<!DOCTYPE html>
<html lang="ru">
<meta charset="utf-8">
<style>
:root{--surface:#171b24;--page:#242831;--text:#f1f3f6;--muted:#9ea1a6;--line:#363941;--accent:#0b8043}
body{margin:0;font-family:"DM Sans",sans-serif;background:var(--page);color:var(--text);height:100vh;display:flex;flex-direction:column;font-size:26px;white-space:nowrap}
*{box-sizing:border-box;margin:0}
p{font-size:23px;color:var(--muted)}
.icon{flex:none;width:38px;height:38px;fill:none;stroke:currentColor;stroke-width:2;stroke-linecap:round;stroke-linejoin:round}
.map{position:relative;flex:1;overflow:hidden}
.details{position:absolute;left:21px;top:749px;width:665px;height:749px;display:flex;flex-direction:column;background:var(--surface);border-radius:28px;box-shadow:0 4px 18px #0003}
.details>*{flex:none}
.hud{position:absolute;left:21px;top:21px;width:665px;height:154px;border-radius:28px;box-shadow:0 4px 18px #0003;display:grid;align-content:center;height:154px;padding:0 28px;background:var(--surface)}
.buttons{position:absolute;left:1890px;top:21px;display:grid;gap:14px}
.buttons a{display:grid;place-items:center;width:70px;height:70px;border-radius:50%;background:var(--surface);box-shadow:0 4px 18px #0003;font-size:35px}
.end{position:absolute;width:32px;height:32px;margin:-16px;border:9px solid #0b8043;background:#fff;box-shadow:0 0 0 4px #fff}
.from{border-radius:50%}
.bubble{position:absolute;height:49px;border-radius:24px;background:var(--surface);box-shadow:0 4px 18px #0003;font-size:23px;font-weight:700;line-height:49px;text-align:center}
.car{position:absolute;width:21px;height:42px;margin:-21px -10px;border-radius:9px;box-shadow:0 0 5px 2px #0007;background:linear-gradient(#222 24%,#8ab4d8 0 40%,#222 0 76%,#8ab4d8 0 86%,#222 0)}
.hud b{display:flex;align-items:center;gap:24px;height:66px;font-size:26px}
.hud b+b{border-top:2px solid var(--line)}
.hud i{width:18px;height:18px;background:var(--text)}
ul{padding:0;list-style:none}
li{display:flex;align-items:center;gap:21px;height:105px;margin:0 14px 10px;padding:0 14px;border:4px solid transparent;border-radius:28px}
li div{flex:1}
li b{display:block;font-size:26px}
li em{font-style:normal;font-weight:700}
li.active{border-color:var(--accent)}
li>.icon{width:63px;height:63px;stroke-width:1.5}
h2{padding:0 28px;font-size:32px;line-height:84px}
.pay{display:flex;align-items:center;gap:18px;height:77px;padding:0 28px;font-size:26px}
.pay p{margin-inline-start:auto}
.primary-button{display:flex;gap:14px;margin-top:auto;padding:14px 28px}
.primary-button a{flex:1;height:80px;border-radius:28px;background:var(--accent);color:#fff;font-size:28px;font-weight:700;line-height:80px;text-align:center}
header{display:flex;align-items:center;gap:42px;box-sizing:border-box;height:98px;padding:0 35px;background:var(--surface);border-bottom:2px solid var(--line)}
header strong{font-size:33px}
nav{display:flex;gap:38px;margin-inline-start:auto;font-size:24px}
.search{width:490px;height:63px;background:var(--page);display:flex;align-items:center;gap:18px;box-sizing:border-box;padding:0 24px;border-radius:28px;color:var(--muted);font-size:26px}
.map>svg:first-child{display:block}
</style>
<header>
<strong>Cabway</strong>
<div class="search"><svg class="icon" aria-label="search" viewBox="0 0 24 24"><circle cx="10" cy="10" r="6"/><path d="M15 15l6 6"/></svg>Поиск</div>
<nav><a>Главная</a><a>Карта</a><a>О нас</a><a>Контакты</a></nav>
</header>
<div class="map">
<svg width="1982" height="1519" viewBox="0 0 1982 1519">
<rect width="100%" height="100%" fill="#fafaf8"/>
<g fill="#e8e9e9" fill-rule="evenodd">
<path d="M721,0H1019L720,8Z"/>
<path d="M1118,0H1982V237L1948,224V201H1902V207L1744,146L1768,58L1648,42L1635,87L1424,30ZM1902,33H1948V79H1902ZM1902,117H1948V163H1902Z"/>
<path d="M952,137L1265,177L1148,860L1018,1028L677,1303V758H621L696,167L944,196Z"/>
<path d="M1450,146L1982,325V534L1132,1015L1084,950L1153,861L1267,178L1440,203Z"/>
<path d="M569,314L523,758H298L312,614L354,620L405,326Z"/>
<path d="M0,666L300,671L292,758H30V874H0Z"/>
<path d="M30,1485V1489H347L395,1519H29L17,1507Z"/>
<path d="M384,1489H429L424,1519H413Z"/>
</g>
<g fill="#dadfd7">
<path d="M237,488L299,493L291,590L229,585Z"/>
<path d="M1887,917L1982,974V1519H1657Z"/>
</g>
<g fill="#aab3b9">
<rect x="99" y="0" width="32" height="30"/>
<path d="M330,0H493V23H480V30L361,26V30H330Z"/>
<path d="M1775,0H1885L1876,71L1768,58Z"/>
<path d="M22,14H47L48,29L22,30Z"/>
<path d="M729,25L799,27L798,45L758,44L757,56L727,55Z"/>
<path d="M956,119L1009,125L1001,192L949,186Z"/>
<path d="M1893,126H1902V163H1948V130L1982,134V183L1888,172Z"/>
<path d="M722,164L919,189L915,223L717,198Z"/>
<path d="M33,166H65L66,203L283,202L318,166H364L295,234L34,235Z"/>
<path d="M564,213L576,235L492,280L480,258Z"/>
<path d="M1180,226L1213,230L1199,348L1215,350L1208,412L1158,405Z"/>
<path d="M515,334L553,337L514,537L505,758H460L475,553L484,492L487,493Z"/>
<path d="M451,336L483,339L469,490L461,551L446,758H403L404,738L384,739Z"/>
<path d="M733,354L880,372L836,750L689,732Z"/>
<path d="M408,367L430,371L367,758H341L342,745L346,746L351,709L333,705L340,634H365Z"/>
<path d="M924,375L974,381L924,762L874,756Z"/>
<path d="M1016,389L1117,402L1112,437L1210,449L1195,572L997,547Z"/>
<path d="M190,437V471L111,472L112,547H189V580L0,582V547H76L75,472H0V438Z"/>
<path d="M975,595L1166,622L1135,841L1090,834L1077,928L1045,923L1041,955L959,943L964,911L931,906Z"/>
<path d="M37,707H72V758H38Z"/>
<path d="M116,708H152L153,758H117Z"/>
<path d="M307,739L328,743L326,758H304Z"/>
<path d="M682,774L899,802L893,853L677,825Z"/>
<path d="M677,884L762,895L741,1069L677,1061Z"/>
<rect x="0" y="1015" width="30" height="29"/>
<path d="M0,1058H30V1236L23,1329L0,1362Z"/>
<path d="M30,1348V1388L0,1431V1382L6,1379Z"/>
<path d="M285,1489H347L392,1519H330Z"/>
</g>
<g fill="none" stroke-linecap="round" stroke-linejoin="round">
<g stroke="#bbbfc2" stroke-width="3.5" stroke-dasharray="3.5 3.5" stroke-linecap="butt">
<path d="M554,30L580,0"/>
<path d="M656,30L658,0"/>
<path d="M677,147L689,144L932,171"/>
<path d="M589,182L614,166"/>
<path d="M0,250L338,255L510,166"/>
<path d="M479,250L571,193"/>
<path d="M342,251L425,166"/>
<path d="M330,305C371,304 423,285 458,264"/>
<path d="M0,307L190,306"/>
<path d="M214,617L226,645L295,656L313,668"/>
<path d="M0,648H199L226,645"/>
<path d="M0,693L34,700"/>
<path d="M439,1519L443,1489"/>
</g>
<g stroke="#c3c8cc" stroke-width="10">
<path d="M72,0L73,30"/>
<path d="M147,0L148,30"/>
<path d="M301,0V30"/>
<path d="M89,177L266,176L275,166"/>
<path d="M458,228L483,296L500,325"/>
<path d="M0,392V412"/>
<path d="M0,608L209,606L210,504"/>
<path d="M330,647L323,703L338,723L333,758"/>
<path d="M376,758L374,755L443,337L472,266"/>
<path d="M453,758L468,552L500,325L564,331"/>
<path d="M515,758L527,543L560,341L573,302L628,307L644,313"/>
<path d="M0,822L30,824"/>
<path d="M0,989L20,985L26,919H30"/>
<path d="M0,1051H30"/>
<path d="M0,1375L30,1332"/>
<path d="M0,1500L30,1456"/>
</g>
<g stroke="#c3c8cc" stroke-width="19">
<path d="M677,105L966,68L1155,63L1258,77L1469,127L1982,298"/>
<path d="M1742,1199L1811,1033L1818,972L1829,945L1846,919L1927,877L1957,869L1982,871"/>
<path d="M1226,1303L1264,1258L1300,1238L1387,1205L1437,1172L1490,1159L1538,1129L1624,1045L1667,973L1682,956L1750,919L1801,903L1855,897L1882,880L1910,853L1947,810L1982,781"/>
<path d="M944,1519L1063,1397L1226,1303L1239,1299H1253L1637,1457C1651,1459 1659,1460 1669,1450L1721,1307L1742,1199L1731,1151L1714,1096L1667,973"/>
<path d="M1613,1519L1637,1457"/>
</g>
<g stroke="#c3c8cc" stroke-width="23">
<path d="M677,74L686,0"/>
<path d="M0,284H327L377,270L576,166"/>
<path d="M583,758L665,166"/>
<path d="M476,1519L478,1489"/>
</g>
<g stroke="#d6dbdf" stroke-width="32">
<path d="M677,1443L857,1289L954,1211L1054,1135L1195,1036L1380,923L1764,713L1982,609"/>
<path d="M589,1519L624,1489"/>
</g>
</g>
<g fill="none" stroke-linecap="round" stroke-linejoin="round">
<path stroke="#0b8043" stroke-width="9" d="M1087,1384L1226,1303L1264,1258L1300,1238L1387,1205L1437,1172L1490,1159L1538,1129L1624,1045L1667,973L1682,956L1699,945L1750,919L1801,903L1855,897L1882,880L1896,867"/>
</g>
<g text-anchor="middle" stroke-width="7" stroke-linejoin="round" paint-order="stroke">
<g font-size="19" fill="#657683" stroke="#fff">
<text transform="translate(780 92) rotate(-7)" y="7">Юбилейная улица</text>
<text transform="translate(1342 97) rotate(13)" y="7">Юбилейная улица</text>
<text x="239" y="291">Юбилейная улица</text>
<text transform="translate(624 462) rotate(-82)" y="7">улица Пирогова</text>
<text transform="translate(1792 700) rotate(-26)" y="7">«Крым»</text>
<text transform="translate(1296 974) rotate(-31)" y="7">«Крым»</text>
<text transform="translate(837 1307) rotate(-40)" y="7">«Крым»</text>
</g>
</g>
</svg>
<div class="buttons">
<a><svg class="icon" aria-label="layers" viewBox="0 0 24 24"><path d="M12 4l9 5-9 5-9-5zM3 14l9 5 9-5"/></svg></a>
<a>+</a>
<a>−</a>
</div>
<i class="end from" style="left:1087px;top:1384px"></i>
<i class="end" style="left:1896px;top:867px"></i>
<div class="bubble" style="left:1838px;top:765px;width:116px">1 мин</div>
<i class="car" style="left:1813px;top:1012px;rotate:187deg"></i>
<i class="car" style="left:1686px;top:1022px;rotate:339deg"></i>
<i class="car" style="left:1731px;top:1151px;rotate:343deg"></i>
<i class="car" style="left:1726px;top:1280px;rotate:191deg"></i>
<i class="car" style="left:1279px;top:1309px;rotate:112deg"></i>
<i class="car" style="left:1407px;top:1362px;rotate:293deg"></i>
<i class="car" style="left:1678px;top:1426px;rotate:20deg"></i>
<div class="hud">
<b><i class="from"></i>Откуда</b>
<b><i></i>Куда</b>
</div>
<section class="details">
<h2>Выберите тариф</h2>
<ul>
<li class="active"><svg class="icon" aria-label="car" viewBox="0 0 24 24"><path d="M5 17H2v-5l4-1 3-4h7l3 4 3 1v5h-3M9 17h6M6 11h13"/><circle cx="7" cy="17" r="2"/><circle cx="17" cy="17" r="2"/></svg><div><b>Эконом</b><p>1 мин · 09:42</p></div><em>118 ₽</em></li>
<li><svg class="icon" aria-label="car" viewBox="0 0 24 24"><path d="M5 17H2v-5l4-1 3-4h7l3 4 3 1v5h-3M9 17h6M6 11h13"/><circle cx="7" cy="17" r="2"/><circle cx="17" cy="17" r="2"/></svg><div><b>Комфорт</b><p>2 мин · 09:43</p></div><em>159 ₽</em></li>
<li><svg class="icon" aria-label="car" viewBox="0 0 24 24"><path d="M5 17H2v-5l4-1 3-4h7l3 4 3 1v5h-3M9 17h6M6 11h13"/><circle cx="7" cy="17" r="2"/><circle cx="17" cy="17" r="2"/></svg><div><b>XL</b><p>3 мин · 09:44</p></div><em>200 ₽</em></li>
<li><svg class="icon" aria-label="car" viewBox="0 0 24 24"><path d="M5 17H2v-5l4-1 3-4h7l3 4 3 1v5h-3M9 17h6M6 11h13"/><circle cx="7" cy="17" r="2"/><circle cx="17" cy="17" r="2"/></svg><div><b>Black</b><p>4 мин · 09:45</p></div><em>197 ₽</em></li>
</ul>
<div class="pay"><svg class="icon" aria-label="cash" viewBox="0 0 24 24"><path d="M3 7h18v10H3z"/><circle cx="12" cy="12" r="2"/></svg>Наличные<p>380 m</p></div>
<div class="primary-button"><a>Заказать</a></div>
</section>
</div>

• ABOUT THIS TASK:
Show me every line of the entries above that holds "strong".

• OUTPUT BELOW:
header strong{font-size:33px}
<strong>Cabway</strong>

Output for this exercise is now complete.